● **WHAT YOU HAVE TO DO**: Every line of the listing that contains the word "Juan" is to be copied out.

● **EXTRACTED INFORMATION**:
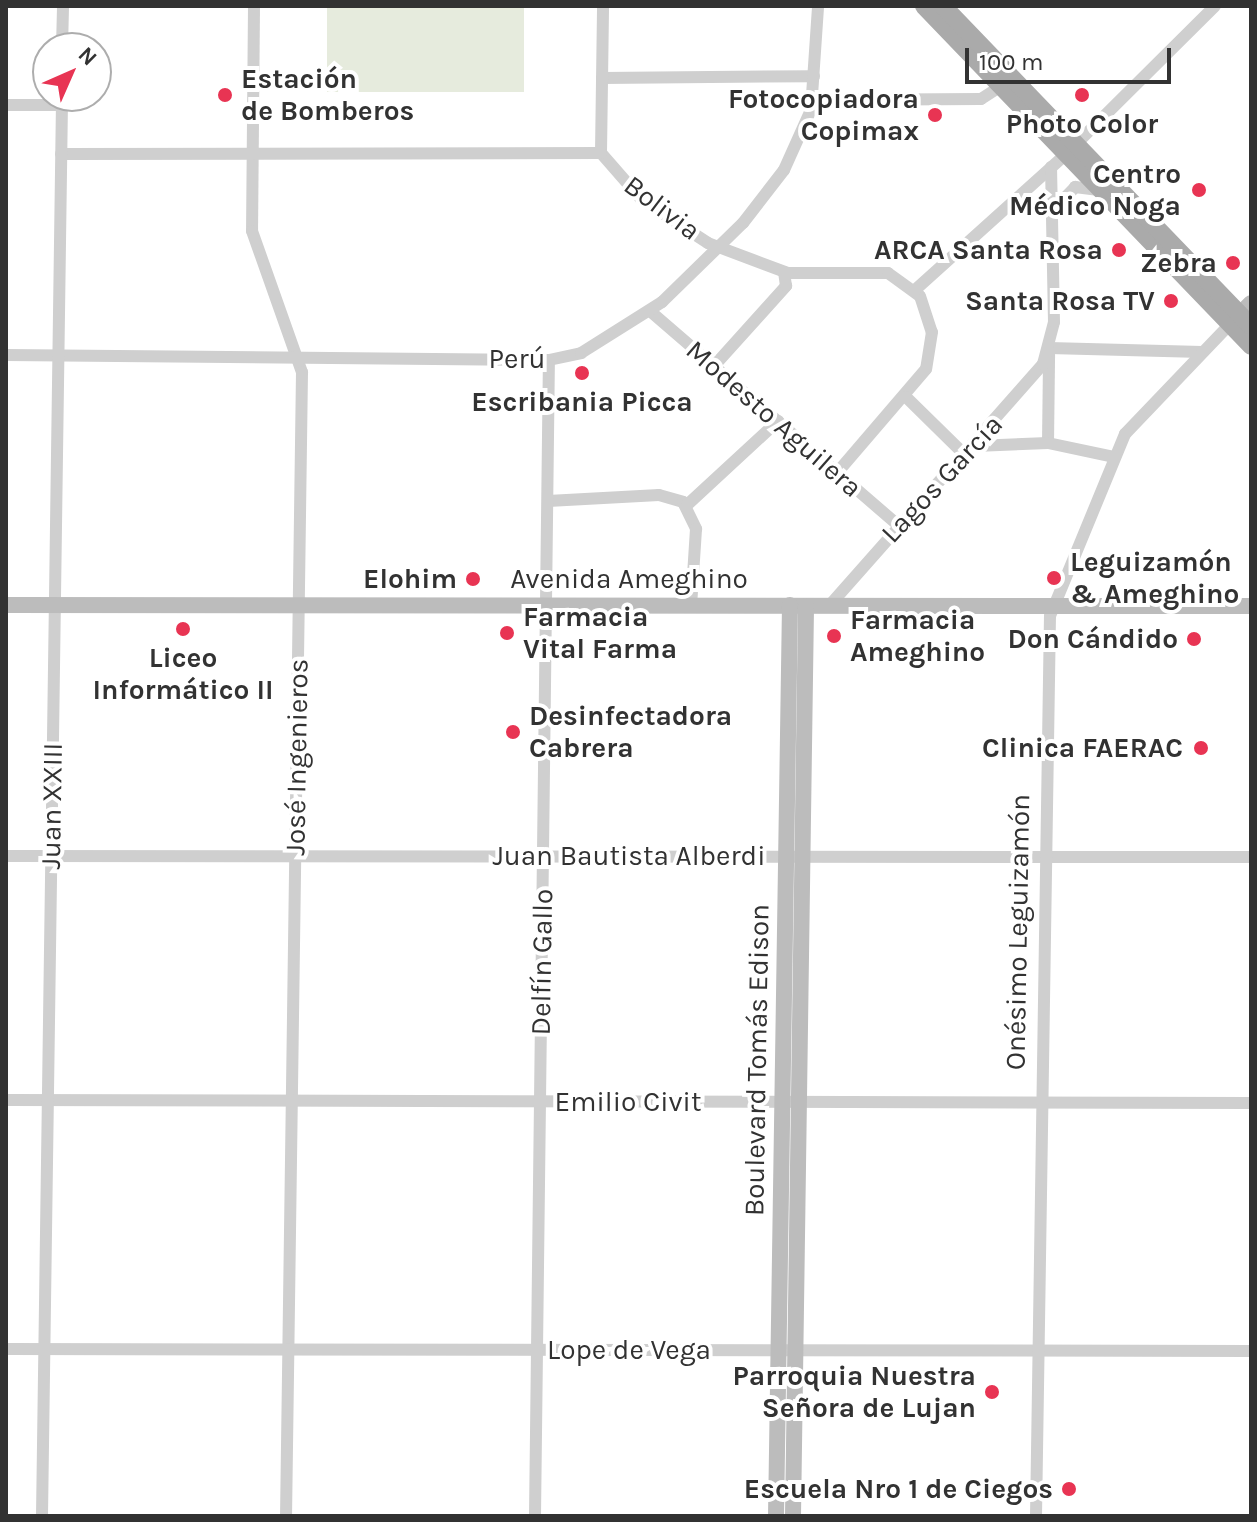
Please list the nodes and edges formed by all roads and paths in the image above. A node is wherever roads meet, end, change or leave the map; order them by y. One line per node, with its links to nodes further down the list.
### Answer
1 (63, 6): 8 (street)
2 (254, 6): 17 (street, José Ingenieros)
3 (603, 6): 10 (street)
4 (818, 6): 9 (street, Perú)
5 (924, 6): 11 (main road)
6 (943, 6): 16 (main road)
7 (1215, 6): 16 (street)
8 (62, 32)
9 (814, 76): 10 (street); 12 (street, Perú)
10 (602, 78): 18 (street)
11 (1001, 86): 12 (street); 16 (main road)
12 (813, 100): 23 (street, Perú)
13 (32, 103): 14 (street)
14 (6, 105)
15 (62, 112): 19 (street, Juan XXIII)
16 (1071, 149): 20 (street); 21 (main road); 27 (main road)
17 (253, 152): 18 (street, Bolivia); 19 (street, Bolivia); 33 (street, José Ingenieros)
18 (601, 153): 23 (street, Bolivia)
19 (61, 154): 32 (street, Juan XXIII)
20 (1051, 167): 22 (street, Lagos García); 25 (street)
21 (1106, 195): 22 (street); 27 (main road)
22 (1055, 210): 29 (street, Lagos García)
23 (719, 247): 24 (street, Bolivia); 26 (street, Perú)
24 (784, 272): 25 (street, Bolivia); 35 (street)
25 (915, 290): 36 (street)
26 (650, 311): 34 (street, Perú); 35 (street, Modesto Aguilera)
27 (1243, 317): 28 (main road); 30 (street, Onésimo Leguizamón)
28 (1251, 346)
29 (1049, 348): 30 (street); 38 (street, Lagos García); 39 (street, Lagos García)
30 (1202, 352): 40 (street, Onésimo Leguizamón)
31 (6, 355): 32 (street, Perú)
32 (58, 355): 33 (street, Perú); 46 (street, Juan XXIII)
33 (294, 358): 34 (street, Perú); 47 (street, José Ingenieros)
34 (549, 360): 42 (street, Delfín Gallo)
35 (714, 366): 37 (street, Modesto Aguilera)
36 (906, 397): 39 (street); 41 (street)
37 (778, 421): 41 (street, Modesto Aguilera); 43 (street)
38 (1048, 443): 39 (street); 40 (street)
39 (970, 451): 44 (street, Lagos García)
40 (1114, 457): 52 (street, Onésimo Leguizamón)
41 (837, 473): 44 (street, Modesto Aguilera)
42 (548, 501): 43 (street); 48 (street, Delfín Gallo)
43 (687, 505): 49 (street)
44 (899, 526): 51 (street, Lagos García)
45 (6, 605): 46 (main road, Avenida Ameghino)
46 (54, 605): 47 (main road, Avenida Ameghino); 55 (street, Juan XXIII)
47 (299, 605): 48 (main road, Avenida Ameghino); 56 (street, José Ingenieros)
48 (546, 605): 49 (main road, Avenida Ameghino); 57 (street, Delfín Gallo)
49 (691, 606): 50 (main road, Avenida Ameghino)
50 (798, 606): 51 (main road, Avenida Ameghino); 58 (main road, Boulevard Tomás Edison)
51 (829, 606): 52 (main road, Avenida Ameghino)
52 (1052, 606): 53 (main road, Avenida Ameghino); 59 (street, Onésimo Leguizamón)
53 (1251, 606)
54 (6, 856): 55 (street, Juan Bautista Alberdi)
55 (51, 856): 56 (street, Juan Bautista Alberdi); 62 (street, Juan XXIII)
56 (295, 856): 57 (street, Juan Bautista Alberdi); 63 (street, José Ingenieros)
57 (543, 856): 58 (street, Juan Bautista Alberdi); 64 (street, Delfín Gallo)
58 (794, 857): 59 (street, Juan Bautista Alberdi); 65 (main road, Boulevard Tomás Edison)
59 (1045, 857): 60 (street, Juan Bautista Alberdi); 66 (street, Onésimo Leguizamón)
60 (1251, 857)
61 (6, 1100): 62 (street, Emilio Civit)
62 (48, 1100): 63 (street, Emilio Civit); 69 (street, Juan XXIII)
63 (292, 1101): 64 (street, Emilio Civit); 70 (street, José Ingenieros)
64 (540, 1102): 65 (street, Emilio Civit); 71 (street, Delfín Gallo)
65 (790, 1102): 66 (street, Emilio Civit); 72 (main road, Boulevard Tomás Edison)
66 (1042, 1103): 67 (street, Emilio Civit); 73 (street, Onésimo Leguizamón)
67 (1251, 1103)
68 (6, 1349): 69 (street, Lope de Vega)
69 (44, 1349): 70 (street, Lope de Vega); 75 (street, Juan XXIII)
70 (289, 1349): 71 (street, Lope de Vega); 76 (street, José Ingenieros)
71 (537, 1350): 72 (street, Lope de Vega); 77 (street, Delfín Gallo)
72 (787, 1350): 73 (street, Lope de Vega); 78 (main road, Boulevard Tomás Edison); 79 (main road, Boulevard Tomás Edison)
73 (1038, 1351): 74 (street, Lope de Vega); 80 (street, Onésimo Leguizamón)
74 (1251, 1351)
75 (42, 1516)
76 (286, 1516)
77 (535, 1516)
78 (776, 1516)
79 (793, 1516)
80 (1036, 1516)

● **ANSWER BELOW**:
15 (62, 112): 19 (street, Juan XXIII)
19 (61, 154): 32 (street, Juan XXIII)
32 (58, 355): 33 (street, Perú); 46 (street, Juan XXIII)
46 (54, 605): 47 (main road, Avenida Ameghino); 55 (street, Juan XXIII)
54 (6, 856): 55 (street, Juan Bautista Alberdi)
55 (51, 856): 56 (street, Juan Bautista Alberdi); 62 (street, Juan XXIII)
56 (295, 856): 57 (street, Juan Bautista Alberdi); 63 (street, José Ingenieros)
57 (543, 856): 58 (street, Juan Bautista Alberdi); 64 (street, Delfín Gallo)
58 (794, 857): 59 (street, Juan Bautista Alberdi); 65 (main road, Boulevard Tomás Edison)
59 (1045, 857): 60 (street, Juan Bautista Alberdi); 66 (street, Onésimo Leguizamón)
62 (48, 1100): 63 (street, Emilio Civit); 69 (street, Juan XXIII)
69 (44, 1349): 70 (street, Lope de Vega); 75 (street, Juan XXIII)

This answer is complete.